Collected data:
- - -
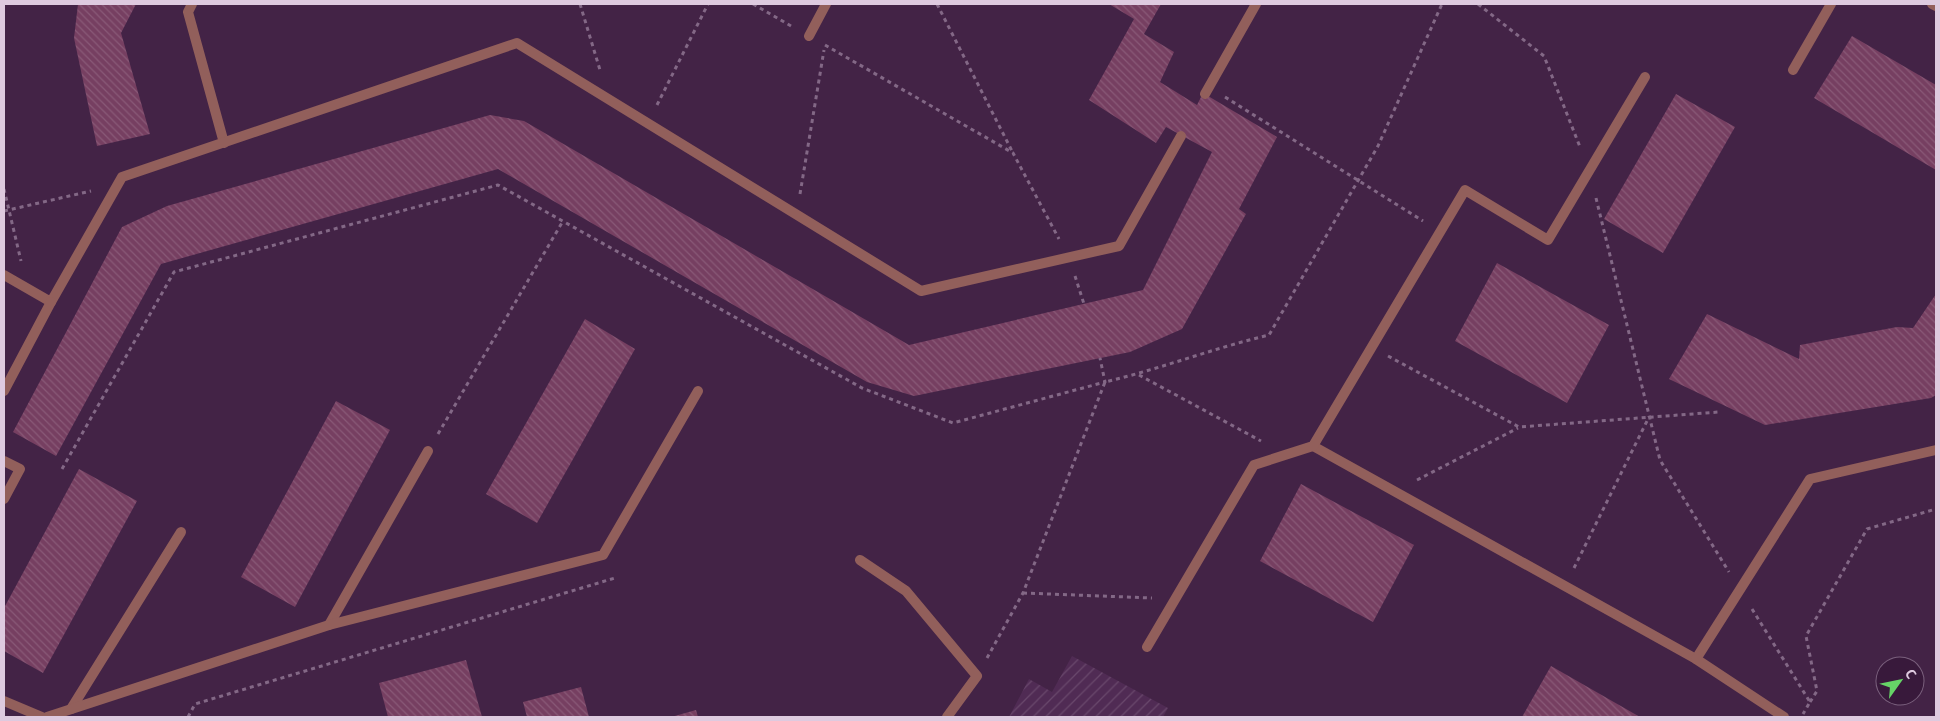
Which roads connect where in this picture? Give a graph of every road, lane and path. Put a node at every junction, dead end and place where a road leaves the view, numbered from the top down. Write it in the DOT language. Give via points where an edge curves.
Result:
graph roads {
  1 [pos="192,4"];
  2 [pos="580,4"];
  3 [pos="708,4"];
  4 [pos="753,4"];
  5 [pos="826,4"];
  6 [pos="938,4"];
  7 [pos="1256,4"];
  8 [pos="1442,4"];
  9 [pos="1478,4"];
  10 [pos="1831,4"];
  11 [pos="1932,4"];
  12 [pos="1936,6"];
  13 [pos="809,36"];
  14 [pos="825,45"];
  15 [pos="1793,70"];
  16 [pos="1645,77"];
  17 [pos="1207,91"];
  18 [pos="608,99"];
  19 [pos="648,123"];
  20 [pos="1181,136"];
  21 [pos="224,143"];
  22 [pos="1013,153"];
  23 [pos="1590,170"];
  24 [pos="1358,180"];
  25 [pos="118,184"];
  26 [pos="4,189"];
  27 [pos="8,210"];
  28 [pos="4,211"];
  29 [pos="797,215"];
  30 [pos="563,221"];
  31 [pos="1441,232"];
  32 [pos="1069,257"];
  33 [pos="4,275"];
  34 [pos="28,289"];
  35 [pos="51,302"];
  36 [pos="1084,304"];
  37 [pos="1372,348"];
  38 [pos="1100,358"];
  39 [pos="1138,374"];
  40 [pos="1105,382"];
  41 [pos="4,391"];
  42 [pos="698,391"];
  43 [pos="1719,412"];
  44 [pos="1649,416"];
  45 [pos="1519,427"];
  46 [pos="1313,446"];
  47 [pos="1936,450"];
  48 [pos="428,451"];
  49 [pos="1285,455"];
  50 [pos="4,461"];
  51 [pos="62,470"];
  52 [pos="1395,492"];
  53 [pos="4,499"];
  54 [pos="1936,510"];
  55 [pos="181,532"];
  56 [pos="860,560"];
  57 [pos="1726,567"];
  58 [pos="615,578"];
  59 [pos="1565,586"];
  60 [pos="1023,592"];
  61 [pos="1176,599"];
  62 [pos="1751,606"];
  63 [pos="329,625"];
  64 [pos="1148,647"];
  65 [pos="1696,659"];
  66 [pos="978,676"];
  67 [pos="4,701"];
  68 [pos="1810,702"];
  69 [pos="71,709"];
  70 [pos="42,717"];
  71 [pos="47,717"];
  72 [pos="188,717"];
  73 [pos="947,717"];
  74 [pos="1784,717"];
  75 [pos="1800,717"];
  1 -- 21 [label="lane" via="188,12"];
  2 -- 18 [label="path"];
  3 -- 19 [label="path"];
  4 -- 13 [label="path"];
  5 -- 13 [label="lane"];
  6 -- 22 [label="path"];
  7 -- 17 [label="lane"];
  8 -- 24 [label="path" via="1378,146"];
  9 -- 23 [label="path" via="1544,56"];
  10 -- 15 [label="lane"];
  11 -- 12 [label="lane"];
  13 -- 14 [label="path"];
  14 -- 22 [label="path"];
  14 -- 29 [label="path"];
  16 -- 23 [label="lane"];
  17 -- 24 [label="path"];
  18 -- 19 [label="lane"];
  18 -- 21 [label="lane" via="517,43"];
  19 -- 29 [label="lane"];
  20 -- 32 [label="lane" via="1119,246"];
  21 -- 25 [label="lane" via="122,177"];
  22 -- 32 [label="path"];
  23 -- 31 [label="lane" via="1548,240 1466,190"];
  23 -- 44 [label="path"];
  24 -- 31 [label="path"];
  24 -- 39 [label="path" via="1269,335"];
  25 -- 27 [label="path"];
  25 -- 35 [label="lane"];
  26 -- 27 [label="path"];
  27 -- 28 [label="path"];
  27 -- 34 [label="path"];
  29 -- 32 [label="lane" via="921,291"];
  30 -- 40 [label="path" via="862,388 953,423"];
  30 -- 48 [label="path"];
  30 -- 51 [label="path" via="498,185 174,272"];
  31 -- 37 [label="lane"];
  32 -- 36 [label="path"];
  33 -- 34 [label="lane"];
  34 -- 35 [label="lane"];
  35 -- 41 [label="lane"];
  37 -- 45 [label="path"];
  37 -- 46 [label="lane"];
  38 -- 40 [label="path"];
  39 -- 40 [label="path"];
  39 -- 49 [label="path"];
  40 -- 60 [label="path"];
  42 -- 63 [label="lane" via="603,555"];
  43 -- 44 [label="path"];
  44 -- 45 [label="path"];
  44 -- 57 [label="path" via="1660,460"];
  44 -- 59 [label="path"];
  45 -- 52 [label="path"];
  46 -- 49 [label="lane"];
  46 -- 52 [label="lane"];
  47 -- 65 [label="lane" via="1810,479"];
  48 -- 63 [label="lane"];
  49 -- 61 [label="lane" via="1254,465"];
  50 -- 53 [label="lane" via="20,469"];
  52 -- 59 [label="lane"];
  54 -- 68 [label="path" via="1867,529 1806,636 1817,691"];
  55 -- 69 [label="lane"];
  56 -- 66 [label="lane" via="906,591"];
  58 -- 72 [label="path" via="196,704"];
  59 -- 65 [label="lane"];
  60 -- 61 [label="path"];
  60 -- 66 [label="path"];
  61 -- 64 [label="lane"];
  62 -- 68 [label="path"];
  63 -- 69 [label="lane"];
  65 -- 74 [label="lane"];
  66 -- 73 [label="lane"];
  67 -- 70 [label="lane"];
  68 -- 75 [label="path"];
  69 -- 71 [label="lane"];
}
- - -
Task item:
With "graph" as the string to find, copy every line of the records that holds it.

Response to this task:
Which roads connect where in this picture? Give a graph of every road, lane and path. Put a node at every junction, dead end and place where a road leaves the view, numbered from the top down. Write it in the DOT language. Give via points where an edge curves.
graph roads {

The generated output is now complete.